§ Record set
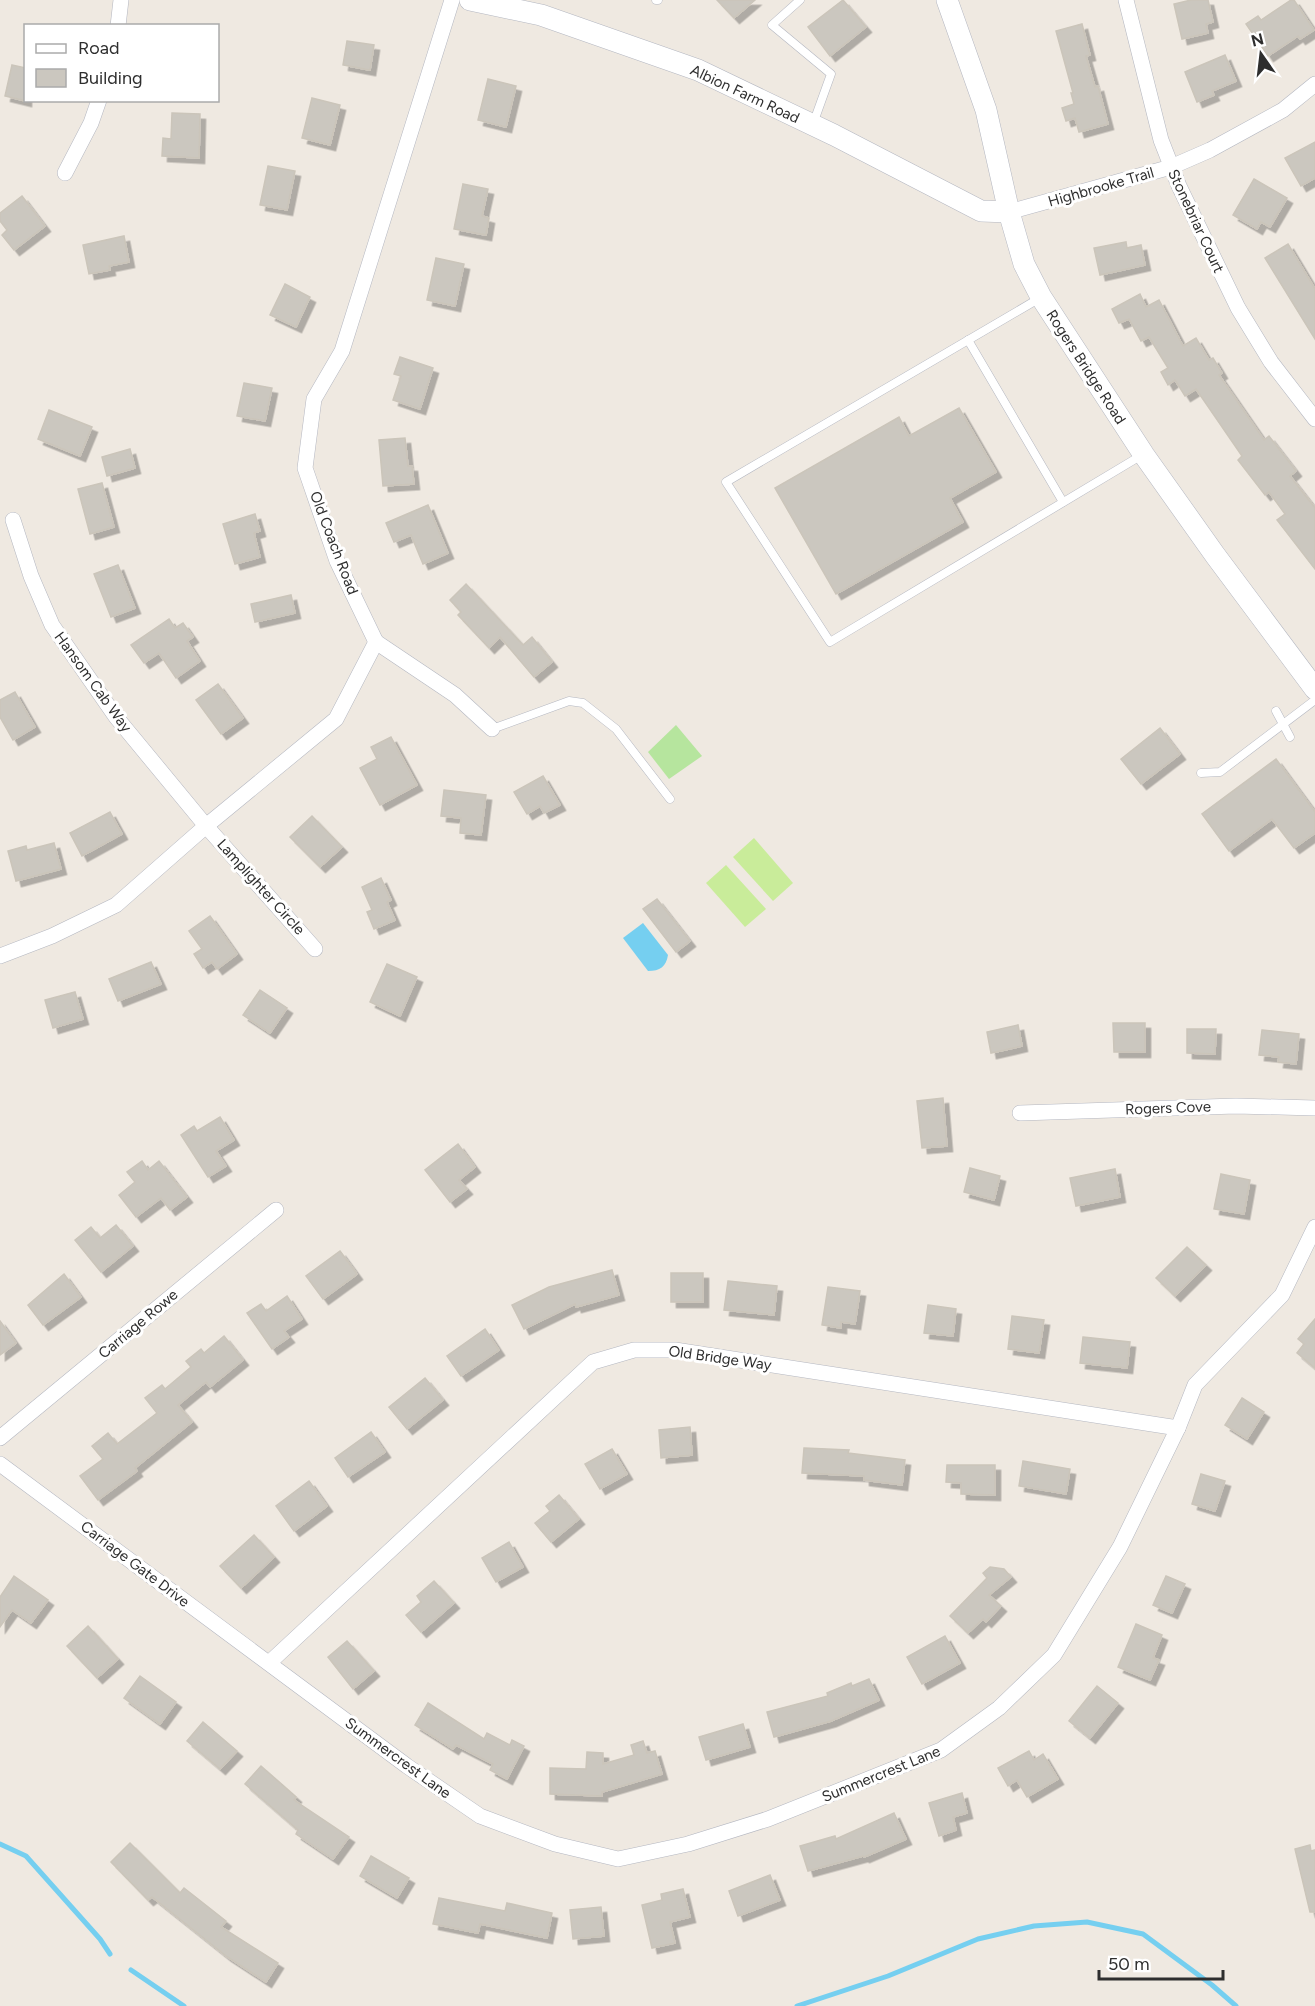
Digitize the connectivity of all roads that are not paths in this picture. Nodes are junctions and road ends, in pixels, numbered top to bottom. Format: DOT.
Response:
graph roads {
  1 [pos="121,0"];
  2 [pos="452,0"];
  3 [pos="470,0"];
  4 [pos="800,0"];
  5 [pos="946,0"];
  6 [pos="1126,0"];
  7 [pos="118,24"];
  8 [pos="1315,84"];
  9 [pos="98,102"];
  10 [pos="813,125"];
  11 [pos="1171,167"];
  12 [pos="65,173"];
  13 [pos="1009,212"];
  14 [pos="1041,297"];
  15 [pos="968,340"];
  16 [pos="1315,419"];
  17 [pos="1144,455"];
  18 [pos="1063,502"];
  19 [pos="13,520"];
  20 [pos="376,642"];
  21 [pos="1315,689"];
  22 [pos="1315,700"];
  23 [pos="1276,711"];
  24 [pos="1282,723"];
  25 [pos="492,729"];
  26 [pos="1290,737"];
  27 [pos="1201,773"];
  28 [pos="670,799"];
  29 [pos="206,826"];
  30 [pos="315,949"];
  31 [pos="0,956"];
  32 [pos="1315,1108"];
  33 [pos="1020,1113"];
  34 [pos="276,1209"];
  35 [pos="1315,1227"];
  36 [pos="1178,1428"];
  37 [pos="0,1438"];
  38 [pos="0,1464"];
  39 [pos="269,1663"];
  1 -- 7 [label="street"];
  2 -- 20 [label="street, Old Coach Road"];
  3 -- 10 [label="street, Albion Farm Road"];
  4 -- 10 [label="lane"];
  5 -- 13 [label="street, Rogers Bridge Road"];
  6 -- 11 [label="street, Stonebriar Court"];
  8 -- 11 [label="street, Highbrooke Trail"];
  9 -- 12 [label="street"];
  10 -- 13 [label="street, Albion Farm Road"];
  11 -- 13 [label="street, Highbrooke Trail"];
  11 -- 16 [label="street, Stonebriar Court"];
  13 -- 14 [label="street, Rogers Bridge Road"];
  14 -- 15 [label="lane"];
  14 -- 17 [label="street, Rogers Bridge Road"];
  15 -- 18 [label="lane"];
  15 -- 18 [label="lane"];
  17 -- 18 [label="lane"];
  17 -- 21 [label="street, Rogers Bridge Road"];
  19 -- 29 [label="street, Hansom Cab Way"];
  20 -- 25 [label="street"];
  20 -- 29 [label="street"];
  22 -- 24 [label="lane"];
  23 -- 24 [label="lane"];
  24 -- 26 [label="lane"];
  24 -- 27 [label="lane"];
  25 -- 28 [label="lane"];
  29 -- 30 [label="street, Lamplighter Circle"];
  29 -- 31 [label="street"];
  32 -- 33 [label="street, Rogers Cove"];
  34 -- 37 [label="street, Carriage Rowe"];
  35 -- 36 [label="street, Summercrest Lane"];
  36 -- 39 [label="street, Old Bridge Way"];
  36 -- 39 [label="street, Summercrest Lane"];
  38 -- 39 [label="street, Carriage Gate Drive"];
}
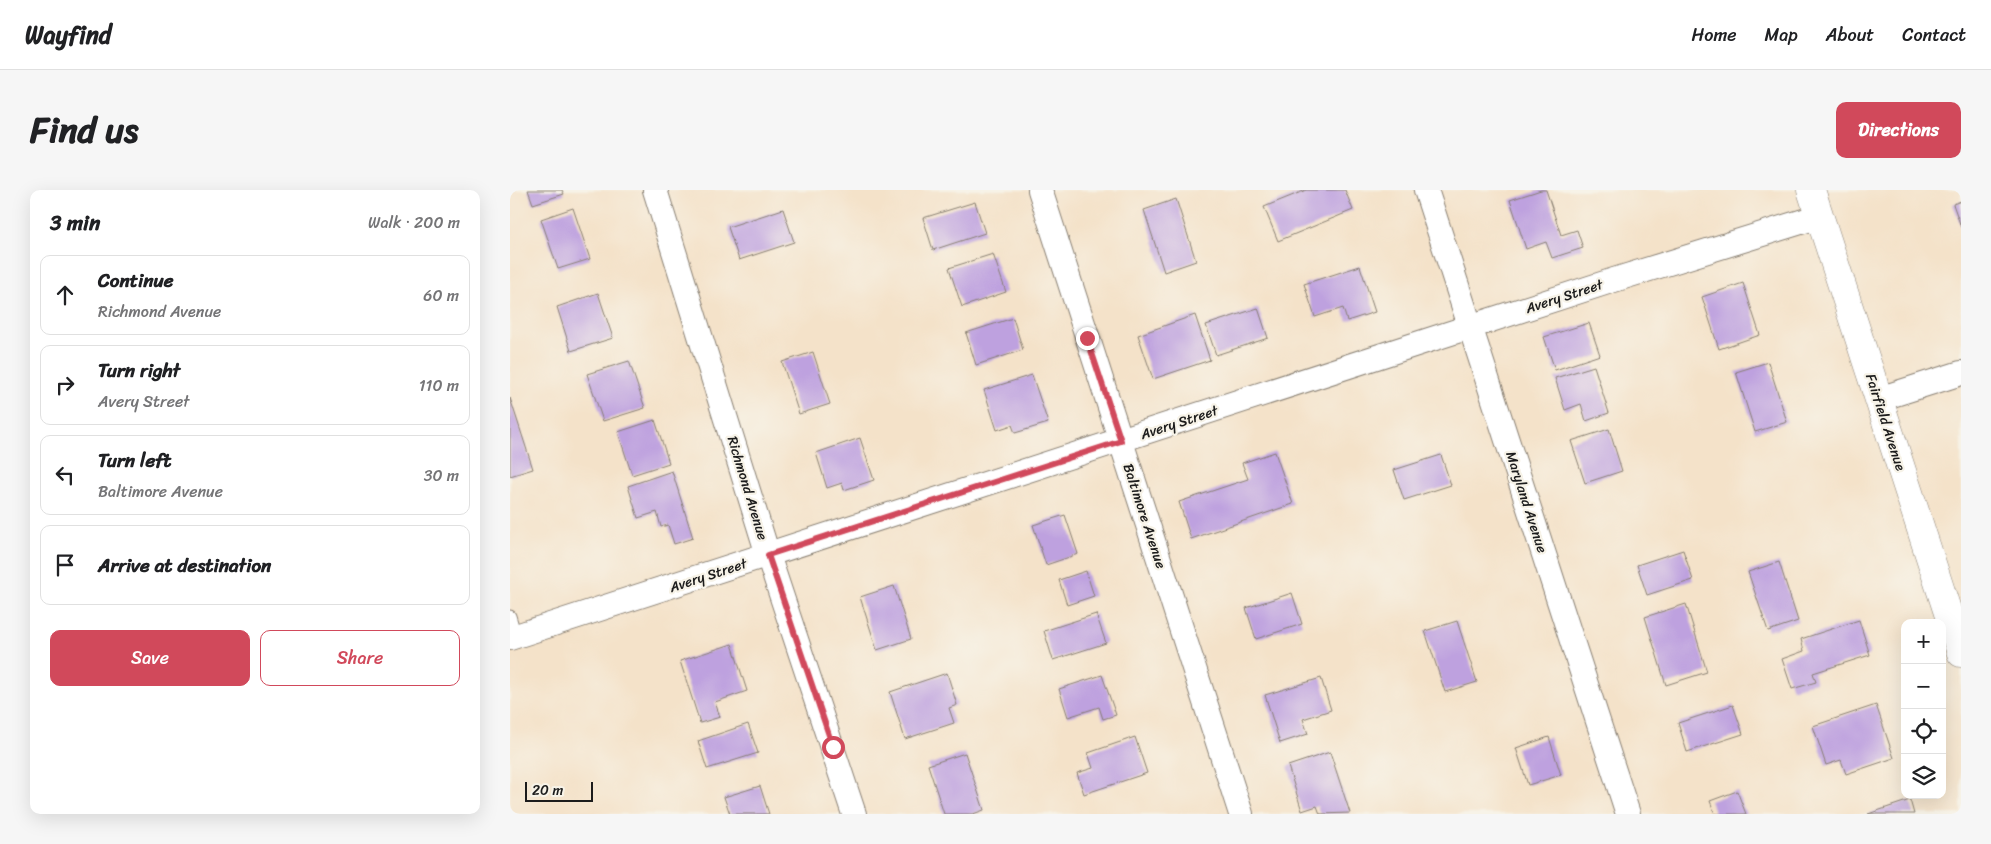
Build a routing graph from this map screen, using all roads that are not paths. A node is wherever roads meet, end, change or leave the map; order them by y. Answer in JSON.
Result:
{"nodes":[{"id":1,"x":655,"y":190,"type":"edge"},
{"id":2,"x":1040,"y":190,"type":"edge"},
{"id":3,"x":1426,"y":190,"type":"edge"},
{"id":4,"x":1811,"y":190,"type":"edge"},
{"id":5,"x":1820,"y":216,"type":"junction"},
{"id":6,"x":1470,"y":327,"type":"junction"},
{"id":7,"x":1961,"y":373,"type":"edge"},
{"id":8,"x":1879,"y":399,"type":"junction"},
{"id":9,"x":1121,"y":441,"type":"junction"},
{"id":10,"x":768,"y":555,"type":"junction"},
{"id":11,"x":512,"y":630,"type":"edge"},
{"id":12,"x":1961,"y":653,"type":"edge"},
{"id":13,"x":854,"y":814,"type":"edge"},
{"id":14,"x":1241,"y":814,"type":"edge"},
{"id":15,"x":1628,"y":814,"type":"edge"}],
"edges":[{"from":1,"to":10,"type":"street","name":"Richmond Avenue"},
{"from":2,"to":9,"type":"street","name":"Baltimore Avenue"},
{"from":3,"to":6,"type":"street","name":"Maryland Avenue"},
{"from":4,"to":5,"type":"street","name":"Fairfield Avenue"},
{"from":5,"to":6,"type":"street","name":"Avery Street"},
{"from":5,"to":8,"type":"street","name":"Fairfield Avenue"},
{"from":6,"to":9,"type":"street","name":"Avery Street"},
{"from":6,"to":15,"type":"street","name":"Maryland Avenue"},
{"from":7,"to":8,"type":"street"},
{"from":8,"to":12,"type":"street","name":"Fairfield Avenue"},
{"from":9,"to":10,"type":"street","name":"Avery Street"},
{"from":9,"to":14,"type":"street","name":"Baltimore Avenue"},
{"from":10,"to":11,"type":"street","name":"Avery Street"},
{"from":10,"to":13,"type":"street","name":"Richmond Avenue"}]}
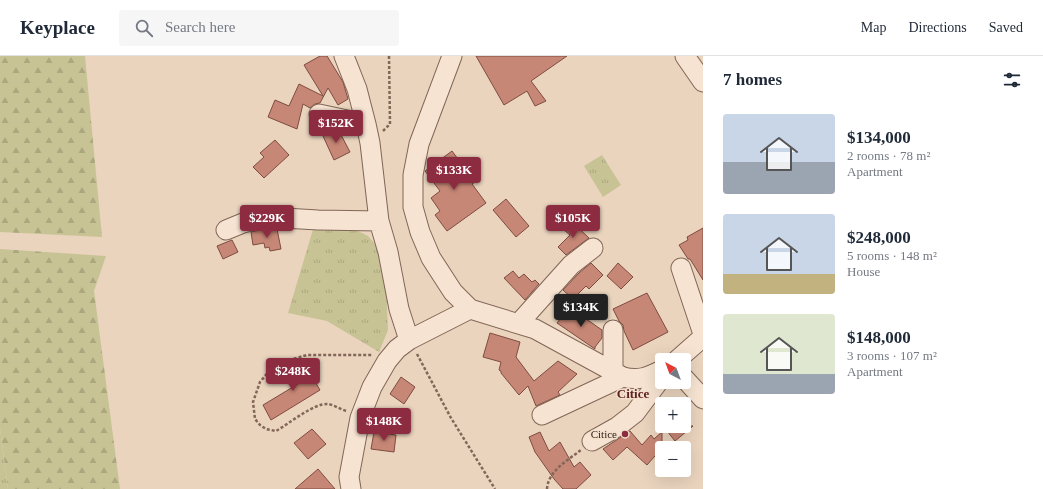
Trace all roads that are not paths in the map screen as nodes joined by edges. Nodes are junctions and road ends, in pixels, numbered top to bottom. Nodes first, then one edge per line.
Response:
1 (344, 56) edge
2 (452, 56) edge
3 (685, 56) edge
4 (703, 82) edge
5 (319, 114) dead end
6 (366, 124) junction
7 (379, 221) junction
8 (226, 230) dead end
9 (592, 248) dead end
10 (681, 268) dead end
11 (470, 309) junction
12 (519, 323) junction
13 (613, 330) dead end
14 (703, 334) edge
15 (703, 337) edge
16 (409, 340) junction
17 (685, 353) edge
18 (618, 374) junction
19 (655, 374) edge
20 (655, 386) edge
21 (691, 386) edge
22 (703, 399) edge
23 (542, 415) dead end
24 (592, 441) road end
25 (351, 489) edge

1 - 6 street
2 - 11 street
3 - 4 street
5 - 6 street
6 - 7 street
7 - 8 street
7 - 16 street
9 - 12 street
10 - 14 street
11 - 12 street
11 - 16 street
12 - 18 street
13 - 18 street
15 - 17 street
16 - 25 street
18 - 19 street
18 - 23 street
20 - 24 street
21 - 22 street

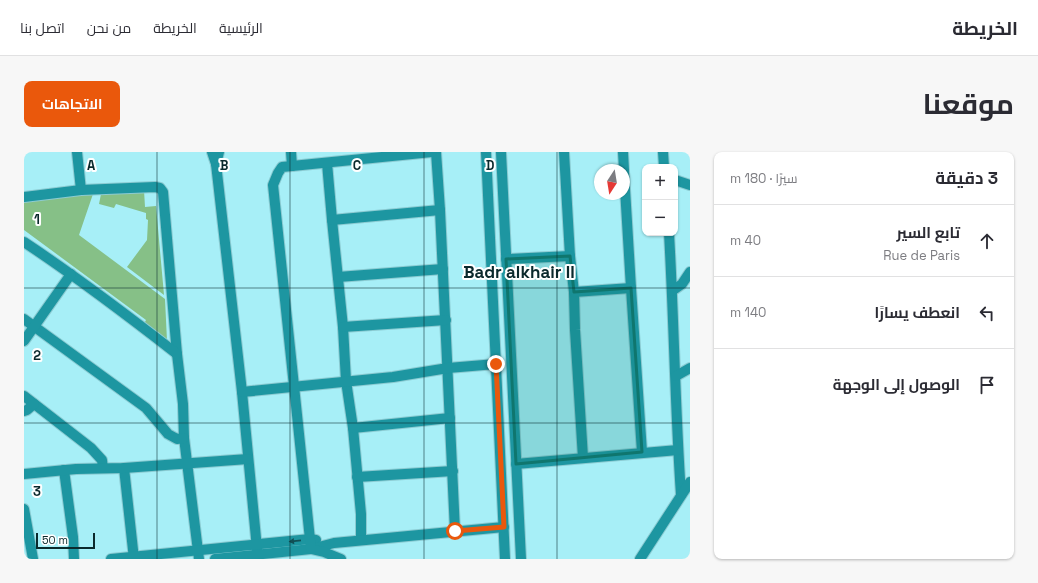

§ Activity
Pull each line that includes the word "pixels" out of the material above.

§ Expected output
Digitize the connectivity of all roads that are not paths in this picture. Nodes are junctions and road ends, in pixels, numbered top to bottom. Format: DOT.
Trace all roads that are not paths in the map screen as nodes joined by edges. Nodes are junctions and road ends, in pixels, numbered top to bottom. Nodes first, then one edge per line.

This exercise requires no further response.